This value is obtained by comparing the coefficient associated with the time variable and the one associated with the displacement cost variable. It corresponds to the level of disutility associated with the time spent in a given path.

From these results, it is thus possible to detect the most influential determinants on the modal choice of the transport users and consequently determine the function of the transport demand.

3.2. Accidentology study

Discrete choice models were also used to estimate the risk of road accidents. Several authors [15, 16, 20, 21, 22] used these models to calculate the probability of occurrence of a road accident and to detect the correlation between driver behavior, the characteristics of the traffic system, and the accident severity. They tried to model the driver’s accident risk perception according to a set of factors describing the traffic system. This risk perception expresses a subjective, personal, and psychological assessment of the danger that every motorist seeks to minimize. Usually, the more this risk perception is high, the more lower the accident severity will be. And the more this risk perception is weak, the higher the probability of a serious or fatal accident is high. The risk perception will influence both the occurrence of the accident and the severity of the injuries.

These disaggregated models help to better describe and analyze the risk and severity of an accident by treating each accident separately in Ref. to its circumstances and the driver’s individual behavior. The general idea is that the accident severity can be explained according to both the socioeconomic characteristics of the driver who is the victim of a road accident, and of his driving behavior, and the circumstances of the traffic (state of the vehicle, infrastructure, and meteorology).

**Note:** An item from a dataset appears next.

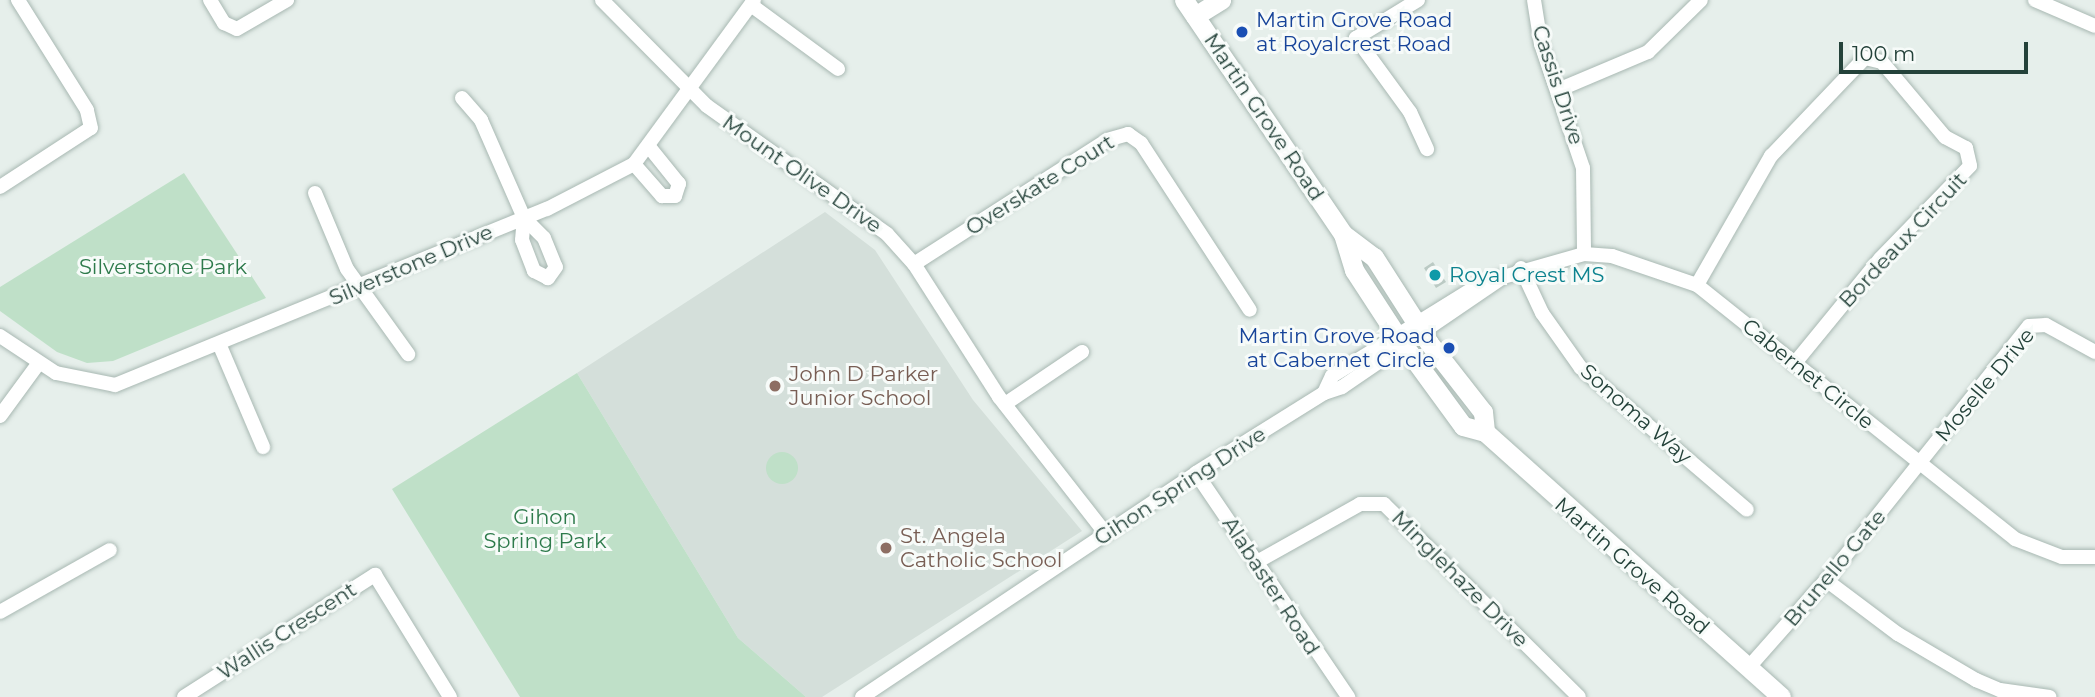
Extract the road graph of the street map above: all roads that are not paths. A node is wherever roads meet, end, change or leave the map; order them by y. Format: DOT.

The objective of this case study is to analyze the severity of road accidents in Tunisia. We seek to estimate a multinomial logit model to predict the probability of a driver’s exposure to a given gravity accident. The structure of the estimate is based on disaggregated data collected following the study of survey sheets proposed by the National Observatory of Circulation (Tunisia). Our sample consists of 300 randomly selected traffic accident victims from survey cards dated 2010. In our model, we defined three levels of gravity such as fatal accident, injury accident, and accident-causing material damage.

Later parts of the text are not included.